The controlled production of plant volatiles plays an important role in the indirect plant defense response against insects [13]. Following pest damage, plants will release a series of volatiles, such as terpenes, to repel the insect pests and attract natural enemies, thereby improving their insect resistance to protect themselves [7]. In our previous study, we evaluated the types and contents of volatiles in leaves of P. acerifolia damaged by C. ciliata [6]. Four chemicals, including cis-3-hexen-l-ol, 1,8-cineole, (E)-4,8-dimethyl-1, 3,7-nonatriene, and trans-β-caryophyllene were detected in undamaged leaves. In addition, another five chemicals, α-thujene, sabinene, myrcene, cis-3-hexenyl acetate, and γ-terpinene, were induced in leaves after feeding by C. ciliata. Among these volatile chemicals, cis-3-hexen-1-ol and 1,8-cineole were found to significantly attract C. ciliata, whereas trans- β-caryophyllene repelled this insect pest [14]. Our study further identified 14 genes involved in the biosynthesis of these compounds. Seven genes showed significant up-regulation at both 24 and 48 h after feeding. These genes are candidate synthase genes for the above terpene volatiles. However, their function needs to be confirmed by protein expression and purification, in vitro enzymatic assays using geranyl diphosphate (GPP), farnesyl diphosphate (FPP), and geranylgeranyl diphosphate (GGPP) as substrates, and GC-MS analysis.
Plant secondary metabolites also play important roles in plant-insect interactions [15]. Insects often identify these metabolites by taste to determine whether the plant can provide the corresponding nutrient resources. At the same time, plants can also negatively affect insect digestion and development by producing certain secondary metabolites, thereby achieving functional insect resistance [16,17,18]. Flavonoid secondary metabolites are particularly important in this type of interaction [17,18]. In this study, we found that the epigallocatechin content increased significantly after 24 h of feeding, although it had decreased by 48 h. Previous studies on epigallocatechin have shown that this compound is involved in plant resistance to diseases [19]. Considering that the interaction between plants and phloem-feeding insects has many similarities with the resistance of plants to pathogens [20,21], we hypothesize that epigallocatechin plays an important role in the interaction between P. acerifolia and C. ciliata. We also identified the candidate key enzymes involved in the biosynthesis of this compound by analyzing our leaf transcriptome dataset. Functional studies on the proteins encoded by these candidate genes need to be performed to determine their roles in epigallocatechin biosynthesis. A biological study should be carried out to observe the effects of epigallocatechin on feeding, development, and oviposition by C. ciliata.
Our study examined the intrinsic mechanisms underlying the interaction between P. acerifolia and C. ciliata using transcriptome sequencing and metabolite analysis. The high-throughput RNA sequencing technology used in this study provides a comprehensive look at the transcriptome and does not rely on the limited genomic resources presently available for Platanus species.

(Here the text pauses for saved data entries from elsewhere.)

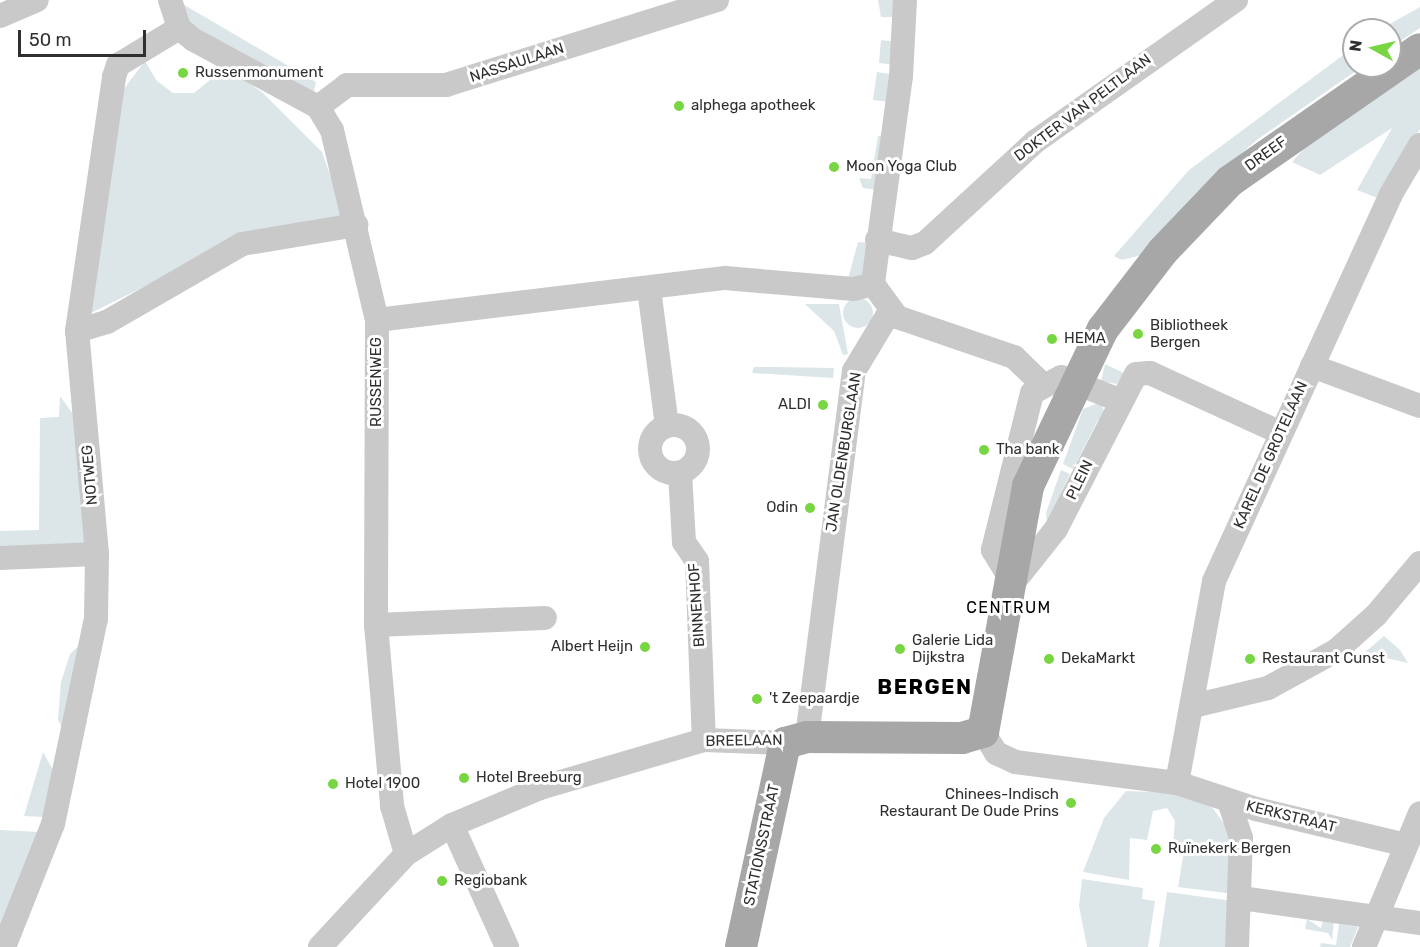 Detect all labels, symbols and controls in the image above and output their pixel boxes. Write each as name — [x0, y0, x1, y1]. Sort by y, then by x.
scale bar — [21, 18, 148, 56]
north arrow — [1342, 18, 1402, 78]
text: 50 m — [29, 29, 72, 51]
street label: NASSAULAAN — [468, 39, 566, 87]
text: N — [1345, 39, 1366, 53]
street label: DOKTER VAN PELTLAAN — [1011, 51, 1155, 165]
place label: Russenmonument — [195, 64, 323, 82]
marker: Russenmonument — [176, 66, 190, 80]
place label: alphega apotheek — [691, 97, 816, 115]
marker: alphega apotheek — [672, 99, 686, 113]
street label: DREEF — [1242, 133, 1290, 175]
place label: Moon Yoga Club — [846, 158, 957, 176]
marker: Moon Yoga Club — [827, 160, 841, 174]
place label: Bibliotheek Bergen — [1150, 316, 1228, 351]
marker: Bibliotheek Bergen — [1131, 327, 1145, 341]
place label: HEMA — [1064, 330, 1106, 348]
marker: HEMA — [1045, 332, 1059, 346]
street label: RUSSENWEG — [368, 337, 386, 427]
street label: JAN OLDENBURGLAAN — [822, 371, 866, 533]
street label: KAREL DE GROTELAAN — [1230, 378, 1312, 532]
place label: ALDI — [778, 396, 811, 414]
marker: ALDI — [816, 398, 830, 412]
place label: Tha bank — [996, 441, 1060, 459]
marker: Tha bank — [977, 443, 991, 457]
street label: NOTWEG — [78, 444, 102, 506]
street label: PLEIN — [1063, 457, 1097, 503]
place label: Odin — [766, 499, 798, 517]
marker: Odin — [803, 501, 817, 515]
street label: BINNENHOF — [685, 562, 709, 648]
district label: CENTRUM — [966, 598, 1052, 618]
place label: Galerie Lida Dijkstra — [912, 631, 993, 666]
place label: Albert Heijn — [551, 638, 633, 656]
marker: Albert Heijn — [638, 640, 652, 654]
marker: Galerie Lida Dijkstra — [893, 642, 907, 656]
place label: DekaMarkt — [1061, 650, 1135, 668]
place label: Restaurant Cunst — [1262, 650, 1385, 668]
marker: DekaMarkt — [1042, 652, 1056, 666]
marker: Restaurant Cunst — [1243, 652, 1257, 666]
district label: BERGEN — [877, 674, 973, 700]
place label: 't Zeepaardje — [769, 690, 860, 708]
marker: 't Zeepaardje — [750, 692, 764, 706]
street label: BREELAAN — [705, 731, 783, 751]
place label: Hotel Breeburg — [476, 769, 582, 787]
marker: Hotel Breeburg — [457, 771, 471, 785]
place label: Hotel 1900 — [345, 775, 420, 793]
marker: Hotel 1900 — [326, 777, 340, 791]
street label: STATIONSSTRAAT — [740, 783, 784, 907]
place label: Chinees-Indisch Restaurant De Oude Prins — [879, 785, 1059, 820]
marker: Chinees-Indisch Restaurant De Oude Prins — [1064, 796, 1078, 810]
street label: KERKSTRAAT — [1244, 797, 1338, 837]
place label: Ruïnekerk Bergen — [1168, 840, 1291, 858]
marker: Ruïnekerk Bergen — [1149, 842, 1163, 856]
place label: Regiobank — [454, 872, 527, 890]
marker: Regiobank — [435, 874, 449, 888] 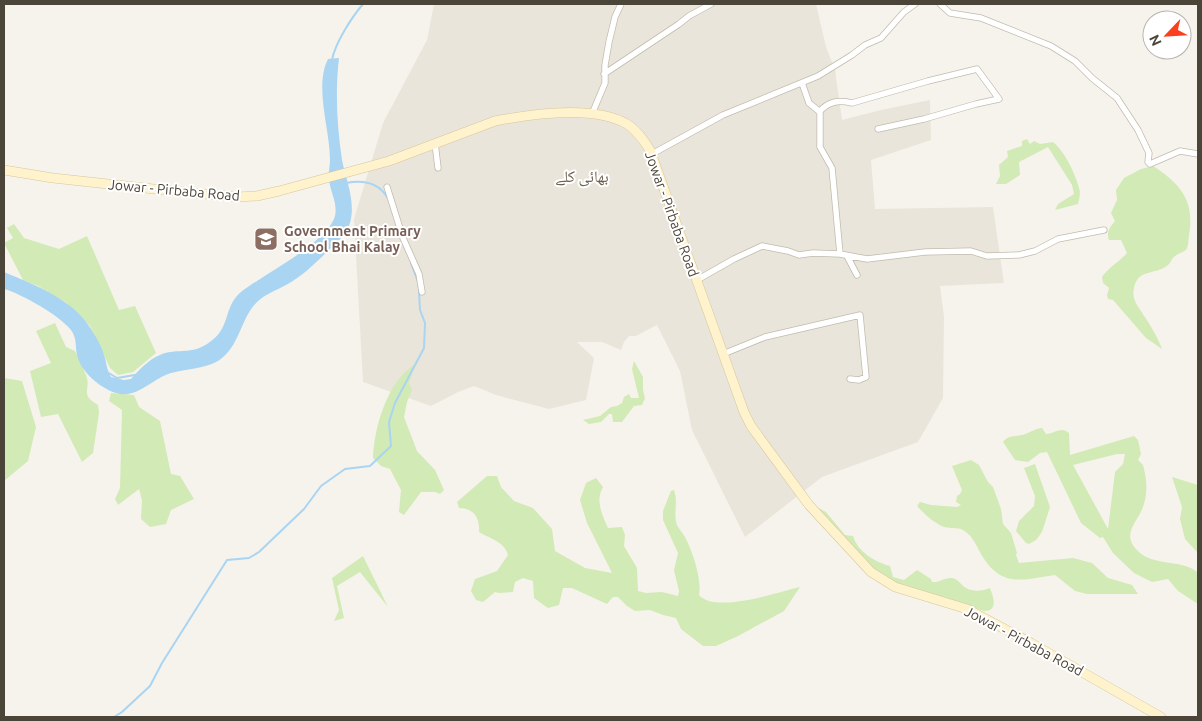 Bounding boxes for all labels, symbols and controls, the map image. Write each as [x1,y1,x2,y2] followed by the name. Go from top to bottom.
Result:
[1142,10,1192,60] north arrow
[1146,32,1165,49] text: N
[642,149,702,279] street label: Jowar - Pirbaba Road
[555,167,609,187] district label: بھائی كلے
[107,176,241,204] street label: Jowar - Pirbaba Road
[284,223,421,255] place label: Government Primary School Bhai Kalay
[253,226,279,252] school or university icon: Government Primary School Bhai Kalay
[962,603,1086,679] street label: Jowar - Pirbaba Road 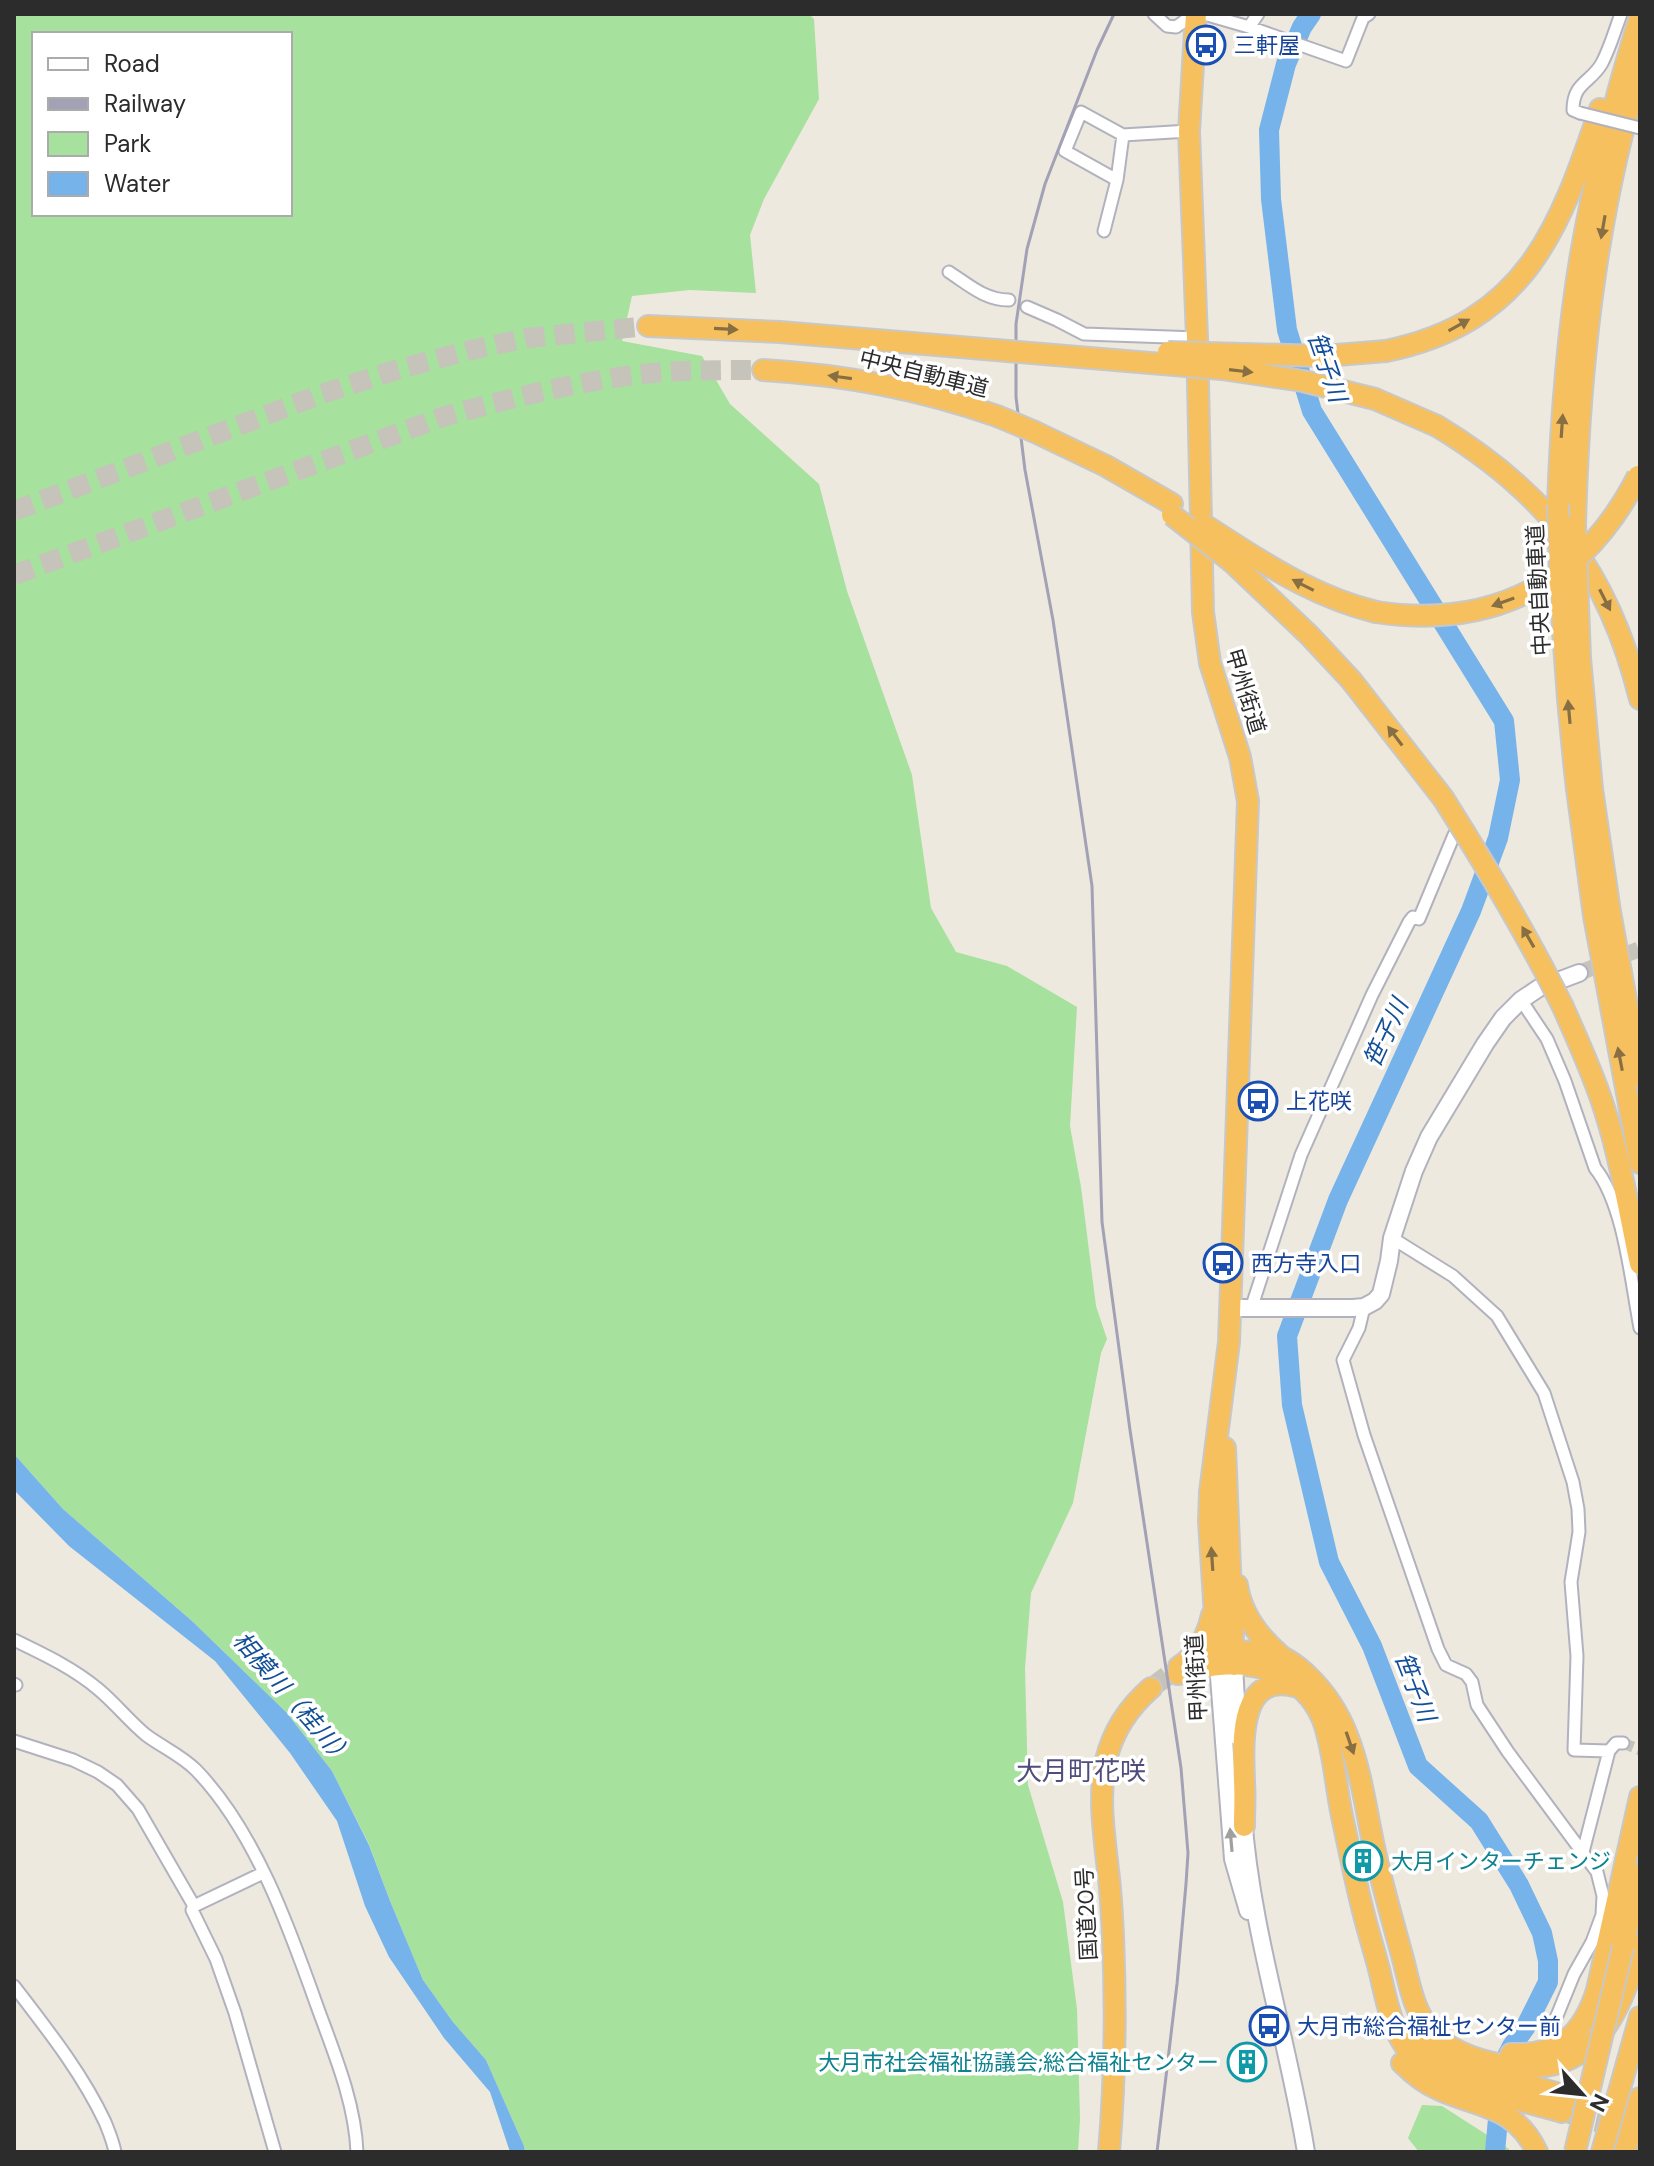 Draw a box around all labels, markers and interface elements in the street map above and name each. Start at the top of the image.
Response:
bus stop icon: 三軒屋 [1185,24,1227,66]
place label: 三軒屋 [1234,31,1300,60]
legend [32,32,292,216]
text: Road [104,48,160,79]
text: Railway [104,88,186,119]
text: Park [104,128,151,159]
text: Water [104,168,170,199]
one-way arrow [1596,215,1608,240]
one-way arrow [1448,318,1471,332]
one-way arrow [714,322,739,335]
water label: 笹子川 [1301,328,1355,409]
street label: 中央自動車道 [856,343,991,404]
one-way arrow [1229,365,1254,378]
one-way arrow [827,370,852,383]
one-way arrow [1556,413,1569,438]
street label: 中央自動車道 [1521,523,1556,657]
one-way arrow [1292,578,1315,592]
one-way arrow [1598,589,1612,612]
one-way arrow [1491,596,1515,609]
street label: 甲州街道 [1219,645,1272,737]
one-way arrow [1562,699,1575,724]
one-way arrow [1388,726,1404,746]
one-way arrow [1521,926,1535,948]
water label: 笹子川 [1356,991,1416,1072]
one-way arrow [1613,1046,1625,1071]
bus stop icon: 上花咲 [1237,1080,1279,1122]
place label: 上花咲 [1286,1087,1352,1116]
bus stop icon: 西方寺入口 [1202,1242,1244,1284]
place label: 西方寺入口 [1251,1249,1361,1278]
one-way arrow [1205,1546,1218,1571]
water label: 相模川（桂川） [227,1625,360,1772]
street label: 甲州街道 [1180,1633,1213,1723]
water label: 笹子川 [1388,1648,1444,1729]
one-way arrow [1344,1731,1356,1755]
district label: 大月町花咲 [1016,1754,1146,1788]
one-way arrow [1224,1828,1237,1853]
building icon: 大月インターチェンジ [1342,1840,1384,1882]
place label: 大月インターチェンジ [1391,1847,1611,1876]
street label: 国道20号 [1070,1867,1103,1961]
bus stop icon: 大月市総合福祉センター前 [1248,2005,1290,2047]
place label: 大月市総合福祉センター前 [1297,2012,1561,2041]
building icon: 大月市社会福祉協議会;総合福祉センター [1226,2041,1268,2083]
place label: 大月市社会福祉協議会;総合福祉センター [818,2048,1219,2077]
north arrow [1542,2054,1622,2134]
text: N [1583,2089,1616,2117]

It is worth noting that this study was performed on detached leaves and this could not fully represent the response of leaves on the tree under natural conditions. In the future, similar studies using leaves under natural conditions are needed to further confirm the key candidate genes and compounds found in the study. Additionally, further functional research on DGEs identified here should be carried out in order to clarify their specific roles in plant–insect interactions, thereby enabling the development of insect-resistant sycamore trees and providing a basis for the development of strategies to protect sycamore trees and to manage C. ciliata infestations.

4. Materials and Methods

4.1. Plant Materials and Insects

Corythucha ciliata nymphs were collected from P. acerifolia trees planted at the Beijing Forestry University in Haidian District, Beijing. The nymphs were raised indoors on fresh P. acerifolia leaves at room temperature (25 °C ± 2 °C), a relative humidity of 50%–70%, and a 16 h day/8 h night photoperiod. The P. acerifolia leaves used in the experiments were collected from the Institute of Plant Protection of the Chinese Academy of Agricultural Sciences in Haidian District, Beijing. Only healthy and untreated leaves were selected for the experiments. The leaves were removed from the tree by cutting the base of the petiole with a sterile scalpel, and they were inserted into narrow glass test tubes containing 10 mL sterile water. After the insertion of the leaf, the petioles were sealed with absorbent cotton and placed in a 2 L glass beaker. One-hundred newly-emerged C. ciliata adults were placed on each leaf. The experiments were carried out in artificial climate chambers (the experimental conditions were the same as the above-mentioned insect feeding conditions). The measurements in three biological replicates at each of two different time points after infestation of C. ciliata to P. acerifolia leaves (24 and 48 h) were performed. The control group was represented by leaves not infested by insects. After the feeding periods were finished, the insects on the leaves were removed with a soft brush. RNA was extracted from the leaves for RNA-sequencing and qRT-PCR assays.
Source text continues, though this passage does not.